In all fairness to her, Sweet herself concedes that Kant's characterization of reason's relationship to nature, and therewith our "intractable finitude", is "complex" and "deeply ambivalent". She writes, "On the one hand, Kant's practical philosophy preserves our finitude, and on the other it perpetually encourages us to think its dissolution" (208). But this concession sits uneasily with the larger claims about Kant's practical thought she is interested in defending. And this issue takes us back to the earlier problem I raised about Sweet's interpretation of practical reason.

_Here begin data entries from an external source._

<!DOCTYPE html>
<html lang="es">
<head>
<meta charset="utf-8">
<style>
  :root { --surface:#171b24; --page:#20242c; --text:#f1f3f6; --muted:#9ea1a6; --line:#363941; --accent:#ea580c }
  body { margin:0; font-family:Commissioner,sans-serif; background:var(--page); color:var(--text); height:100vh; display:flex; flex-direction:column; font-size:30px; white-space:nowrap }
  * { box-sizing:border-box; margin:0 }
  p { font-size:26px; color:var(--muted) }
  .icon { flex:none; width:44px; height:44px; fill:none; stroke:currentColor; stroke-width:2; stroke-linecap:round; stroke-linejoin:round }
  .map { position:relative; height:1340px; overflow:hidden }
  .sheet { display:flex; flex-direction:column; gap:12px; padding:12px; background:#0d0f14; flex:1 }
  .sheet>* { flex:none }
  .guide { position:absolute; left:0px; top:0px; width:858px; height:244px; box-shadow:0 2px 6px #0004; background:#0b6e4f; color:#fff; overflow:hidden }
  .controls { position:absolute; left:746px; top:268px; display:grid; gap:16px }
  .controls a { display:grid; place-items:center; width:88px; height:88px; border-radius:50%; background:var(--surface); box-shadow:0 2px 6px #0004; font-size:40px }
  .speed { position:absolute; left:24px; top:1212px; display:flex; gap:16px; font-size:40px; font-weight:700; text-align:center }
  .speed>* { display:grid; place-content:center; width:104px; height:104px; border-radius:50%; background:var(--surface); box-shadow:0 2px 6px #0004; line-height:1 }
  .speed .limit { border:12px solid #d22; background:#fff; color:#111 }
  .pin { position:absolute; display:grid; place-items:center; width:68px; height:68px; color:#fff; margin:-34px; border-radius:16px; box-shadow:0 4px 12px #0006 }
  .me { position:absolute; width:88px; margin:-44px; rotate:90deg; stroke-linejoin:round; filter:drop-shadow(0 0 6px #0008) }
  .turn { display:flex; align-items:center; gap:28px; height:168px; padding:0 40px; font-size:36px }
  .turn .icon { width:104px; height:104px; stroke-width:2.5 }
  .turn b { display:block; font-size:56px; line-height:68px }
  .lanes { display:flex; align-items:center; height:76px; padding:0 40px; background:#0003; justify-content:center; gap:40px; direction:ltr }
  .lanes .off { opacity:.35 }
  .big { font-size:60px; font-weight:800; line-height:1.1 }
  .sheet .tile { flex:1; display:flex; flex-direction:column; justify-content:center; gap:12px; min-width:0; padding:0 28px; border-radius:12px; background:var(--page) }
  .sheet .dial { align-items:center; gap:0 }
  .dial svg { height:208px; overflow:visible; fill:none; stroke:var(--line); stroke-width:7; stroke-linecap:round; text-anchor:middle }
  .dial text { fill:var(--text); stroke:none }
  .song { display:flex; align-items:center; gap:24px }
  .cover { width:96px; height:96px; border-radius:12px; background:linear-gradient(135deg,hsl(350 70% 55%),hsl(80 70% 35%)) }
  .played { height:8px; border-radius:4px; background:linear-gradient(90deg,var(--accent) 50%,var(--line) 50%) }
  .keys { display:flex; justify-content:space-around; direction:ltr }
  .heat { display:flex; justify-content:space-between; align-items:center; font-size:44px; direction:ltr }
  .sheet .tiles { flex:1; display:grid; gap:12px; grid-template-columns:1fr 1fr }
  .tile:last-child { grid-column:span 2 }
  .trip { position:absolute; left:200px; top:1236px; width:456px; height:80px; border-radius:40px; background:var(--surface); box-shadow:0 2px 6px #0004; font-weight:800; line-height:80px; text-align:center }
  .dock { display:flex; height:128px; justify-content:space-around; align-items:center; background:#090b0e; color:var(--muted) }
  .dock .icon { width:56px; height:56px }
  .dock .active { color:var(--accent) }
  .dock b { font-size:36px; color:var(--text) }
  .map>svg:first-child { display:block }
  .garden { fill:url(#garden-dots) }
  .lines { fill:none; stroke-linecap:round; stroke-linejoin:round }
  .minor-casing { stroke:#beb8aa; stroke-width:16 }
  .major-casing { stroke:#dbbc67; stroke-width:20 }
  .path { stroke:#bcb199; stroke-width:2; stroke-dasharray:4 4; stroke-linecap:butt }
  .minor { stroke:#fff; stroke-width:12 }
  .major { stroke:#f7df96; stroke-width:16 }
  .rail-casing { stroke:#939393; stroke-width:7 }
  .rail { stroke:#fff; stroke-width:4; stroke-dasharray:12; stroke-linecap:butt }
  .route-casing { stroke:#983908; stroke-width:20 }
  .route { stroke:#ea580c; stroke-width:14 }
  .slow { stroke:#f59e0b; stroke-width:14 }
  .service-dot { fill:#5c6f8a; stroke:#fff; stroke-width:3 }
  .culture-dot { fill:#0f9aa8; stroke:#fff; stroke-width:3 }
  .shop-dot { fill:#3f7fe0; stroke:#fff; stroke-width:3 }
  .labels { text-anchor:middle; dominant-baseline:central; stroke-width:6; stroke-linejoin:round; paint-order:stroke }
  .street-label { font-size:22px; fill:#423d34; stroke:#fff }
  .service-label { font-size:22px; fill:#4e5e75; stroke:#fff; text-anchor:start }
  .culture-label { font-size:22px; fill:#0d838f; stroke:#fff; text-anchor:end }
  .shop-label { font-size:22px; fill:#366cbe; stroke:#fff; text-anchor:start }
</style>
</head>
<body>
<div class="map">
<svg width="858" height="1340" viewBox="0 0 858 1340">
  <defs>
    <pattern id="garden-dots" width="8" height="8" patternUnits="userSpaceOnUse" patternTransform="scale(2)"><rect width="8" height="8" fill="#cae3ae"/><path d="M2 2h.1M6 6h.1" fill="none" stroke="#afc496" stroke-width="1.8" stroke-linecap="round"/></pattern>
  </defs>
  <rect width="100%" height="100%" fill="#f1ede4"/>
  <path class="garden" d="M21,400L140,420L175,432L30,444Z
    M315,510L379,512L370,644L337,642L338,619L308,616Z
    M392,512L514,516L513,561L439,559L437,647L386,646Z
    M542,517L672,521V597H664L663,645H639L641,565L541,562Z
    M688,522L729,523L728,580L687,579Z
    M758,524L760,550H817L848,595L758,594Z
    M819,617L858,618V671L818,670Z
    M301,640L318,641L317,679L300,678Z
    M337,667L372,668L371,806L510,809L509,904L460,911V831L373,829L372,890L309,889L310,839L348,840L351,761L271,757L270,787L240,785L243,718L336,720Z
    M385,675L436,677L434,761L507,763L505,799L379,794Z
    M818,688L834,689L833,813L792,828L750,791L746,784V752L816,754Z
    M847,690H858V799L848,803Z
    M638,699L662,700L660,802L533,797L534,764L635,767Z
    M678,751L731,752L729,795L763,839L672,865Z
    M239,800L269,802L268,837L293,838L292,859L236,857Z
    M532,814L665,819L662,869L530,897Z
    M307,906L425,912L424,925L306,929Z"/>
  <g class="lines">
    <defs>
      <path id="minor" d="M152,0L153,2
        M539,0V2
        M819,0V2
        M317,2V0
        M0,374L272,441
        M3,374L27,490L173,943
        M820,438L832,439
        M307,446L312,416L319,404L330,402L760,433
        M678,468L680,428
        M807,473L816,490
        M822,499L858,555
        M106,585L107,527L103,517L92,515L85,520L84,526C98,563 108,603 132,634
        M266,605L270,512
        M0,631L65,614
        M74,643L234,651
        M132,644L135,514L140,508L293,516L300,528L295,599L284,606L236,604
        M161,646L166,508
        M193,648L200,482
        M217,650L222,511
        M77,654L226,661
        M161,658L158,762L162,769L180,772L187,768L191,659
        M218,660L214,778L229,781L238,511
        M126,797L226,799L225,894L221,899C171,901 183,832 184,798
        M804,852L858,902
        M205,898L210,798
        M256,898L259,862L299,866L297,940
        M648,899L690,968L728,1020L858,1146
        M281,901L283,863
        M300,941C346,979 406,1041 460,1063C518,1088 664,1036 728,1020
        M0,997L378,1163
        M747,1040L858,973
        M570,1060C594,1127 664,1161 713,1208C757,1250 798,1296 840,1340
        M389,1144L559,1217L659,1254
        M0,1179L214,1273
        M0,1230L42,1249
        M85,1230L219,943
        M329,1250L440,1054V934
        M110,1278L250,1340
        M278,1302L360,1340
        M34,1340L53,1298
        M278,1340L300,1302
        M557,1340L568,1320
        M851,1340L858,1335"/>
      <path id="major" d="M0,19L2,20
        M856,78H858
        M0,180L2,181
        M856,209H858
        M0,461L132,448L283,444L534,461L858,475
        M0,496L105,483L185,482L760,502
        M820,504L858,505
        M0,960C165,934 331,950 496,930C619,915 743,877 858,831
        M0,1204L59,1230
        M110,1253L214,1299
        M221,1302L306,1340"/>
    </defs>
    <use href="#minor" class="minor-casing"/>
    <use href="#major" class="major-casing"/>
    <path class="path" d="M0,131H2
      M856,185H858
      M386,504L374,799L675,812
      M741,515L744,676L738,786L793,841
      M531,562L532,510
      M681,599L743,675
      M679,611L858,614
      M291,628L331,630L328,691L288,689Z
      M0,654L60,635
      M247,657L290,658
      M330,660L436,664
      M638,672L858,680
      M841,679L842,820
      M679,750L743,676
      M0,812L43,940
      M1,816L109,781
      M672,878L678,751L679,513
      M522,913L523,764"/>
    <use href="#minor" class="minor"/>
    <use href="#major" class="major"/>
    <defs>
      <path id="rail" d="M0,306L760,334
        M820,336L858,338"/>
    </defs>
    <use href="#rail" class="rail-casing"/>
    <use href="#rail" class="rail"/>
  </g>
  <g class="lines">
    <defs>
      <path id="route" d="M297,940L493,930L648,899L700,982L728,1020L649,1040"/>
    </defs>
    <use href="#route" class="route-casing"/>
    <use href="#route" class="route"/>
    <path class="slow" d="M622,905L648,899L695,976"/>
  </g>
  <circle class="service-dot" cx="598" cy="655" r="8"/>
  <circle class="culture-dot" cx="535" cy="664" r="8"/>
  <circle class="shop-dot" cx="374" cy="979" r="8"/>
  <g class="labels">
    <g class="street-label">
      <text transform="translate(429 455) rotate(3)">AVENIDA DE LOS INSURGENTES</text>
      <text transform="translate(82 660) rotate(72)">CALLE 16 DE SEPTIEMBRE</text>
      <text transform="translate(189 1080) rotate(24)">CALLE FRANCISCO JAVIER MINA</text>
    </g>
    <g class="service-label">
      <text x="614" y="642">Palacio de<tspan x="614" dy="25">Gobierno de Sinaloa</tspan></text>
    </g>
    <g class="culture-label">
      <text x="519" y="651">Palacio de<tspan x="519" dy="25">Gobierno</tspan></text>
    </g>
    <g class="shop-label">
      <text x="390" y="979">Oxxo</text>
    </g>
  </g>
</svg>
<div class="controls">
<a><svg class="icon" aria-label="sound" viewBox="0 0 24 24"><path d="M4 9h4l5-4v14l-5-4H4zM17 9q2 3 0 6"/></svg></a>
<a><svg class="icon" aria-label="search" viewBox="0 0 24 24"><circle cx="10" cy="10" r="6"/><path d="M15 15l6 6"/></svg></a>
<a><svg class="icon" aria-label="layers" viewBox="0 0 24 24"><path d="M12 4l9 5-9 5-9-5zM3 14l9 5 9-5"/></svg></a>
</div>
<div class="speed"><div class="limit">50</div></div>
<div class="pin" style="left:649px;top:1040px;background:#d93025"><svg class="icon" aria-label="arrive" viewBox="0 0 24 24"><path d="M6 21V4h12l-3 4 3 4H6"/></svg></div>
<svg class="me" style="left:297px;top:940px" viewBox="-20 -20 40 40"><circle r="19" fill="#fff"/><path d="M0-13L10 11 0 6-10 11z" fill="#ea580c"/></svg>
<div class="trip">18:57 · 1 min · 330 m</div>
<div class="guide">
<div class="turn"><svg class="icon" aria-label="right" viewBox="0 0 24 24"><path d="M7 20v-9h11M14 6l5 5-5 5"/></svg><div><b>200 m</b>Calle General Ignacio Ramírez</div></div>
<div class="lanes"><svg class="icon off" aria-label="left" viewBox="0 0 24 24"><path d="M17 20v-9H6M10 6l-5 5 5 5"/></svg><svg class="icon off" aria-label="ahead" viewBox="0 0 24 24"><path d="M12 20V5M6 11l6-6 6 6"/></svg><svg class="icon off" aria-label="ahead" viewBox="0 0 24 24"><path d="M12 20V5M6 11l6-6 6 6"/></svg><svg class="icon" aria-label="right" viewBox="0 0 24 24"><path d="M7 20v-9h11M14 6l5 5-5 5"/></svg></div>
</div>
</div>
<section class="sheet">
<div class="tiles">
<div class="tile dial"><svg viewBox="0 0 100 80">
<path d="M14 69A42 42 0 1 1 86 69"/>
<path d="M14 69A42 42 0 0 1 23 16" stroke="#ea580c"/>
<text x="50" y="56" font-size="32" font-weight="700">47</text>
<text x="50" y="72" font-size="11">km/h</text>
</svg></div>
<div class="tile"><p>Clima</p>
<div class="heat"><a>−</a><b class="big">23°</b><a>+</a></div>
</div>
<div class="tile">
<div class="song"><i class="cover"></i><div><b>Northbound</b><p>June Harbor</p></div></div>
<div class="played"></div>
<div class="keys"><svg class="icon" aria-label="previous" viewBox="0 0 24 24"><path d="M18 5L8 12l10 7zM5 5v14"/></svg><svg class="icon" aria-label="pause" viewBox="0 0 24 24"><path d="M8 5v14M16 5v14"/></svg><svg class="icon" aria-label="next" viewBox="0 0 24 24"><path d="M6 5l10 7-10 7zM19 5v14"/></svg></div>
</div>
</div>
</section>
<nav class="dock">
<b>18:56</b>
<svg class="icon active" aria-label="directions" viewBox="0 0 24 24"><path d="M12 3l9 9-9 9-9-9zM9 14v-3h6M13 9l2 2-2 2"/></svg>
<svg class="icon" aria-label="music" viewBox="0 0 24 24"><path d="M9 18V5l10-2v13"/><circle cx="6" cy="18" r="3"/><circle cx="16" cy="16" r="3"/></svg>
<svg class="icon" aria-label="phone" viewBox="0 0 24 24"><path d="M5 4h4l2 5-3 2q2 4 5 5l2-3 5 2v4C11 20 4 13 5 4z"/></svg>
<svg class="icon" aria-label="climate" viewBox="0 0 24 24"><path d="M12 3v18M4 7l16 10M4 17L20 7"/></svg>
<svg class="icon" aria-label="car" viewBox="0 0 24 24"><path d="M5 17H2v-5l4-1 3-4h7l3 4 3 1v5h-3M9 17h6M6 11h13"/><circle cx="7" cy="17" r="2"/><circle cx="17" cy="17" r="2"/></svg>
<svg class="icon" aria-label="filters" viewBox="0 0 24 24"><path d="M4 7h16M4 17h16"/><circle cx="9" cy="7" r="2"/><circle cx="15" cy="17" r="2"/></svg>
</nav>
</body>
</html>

If practical reason is tasked with creating a systematic rational whole out of its own activities -- if this is the metaphorical 'world' it is called to create -- then reason would seem to enjoy an important degree of independence from nature. But if, on the other hand, practical reason is called to become the source of 'all that is' -- as Sweet contends -- this has a radically different set of consequences. Her apparent inability to decide between the more usual interpretation of practical reason and her own radical view muddies her take on the relationship of reason to nature in Kant's thought. This is a pity, since it is one of the book's principal themes.

Despite the centrality of the difficulties I have raised, it would be badly misleading to suggest that Sweet's book is damned by them. On the contrary, the boldness of her vision and the dazzling scope of her discussion make this a very engaging and provocative read for anyone interested in Kant. All by themselves these merits make the book worth reading.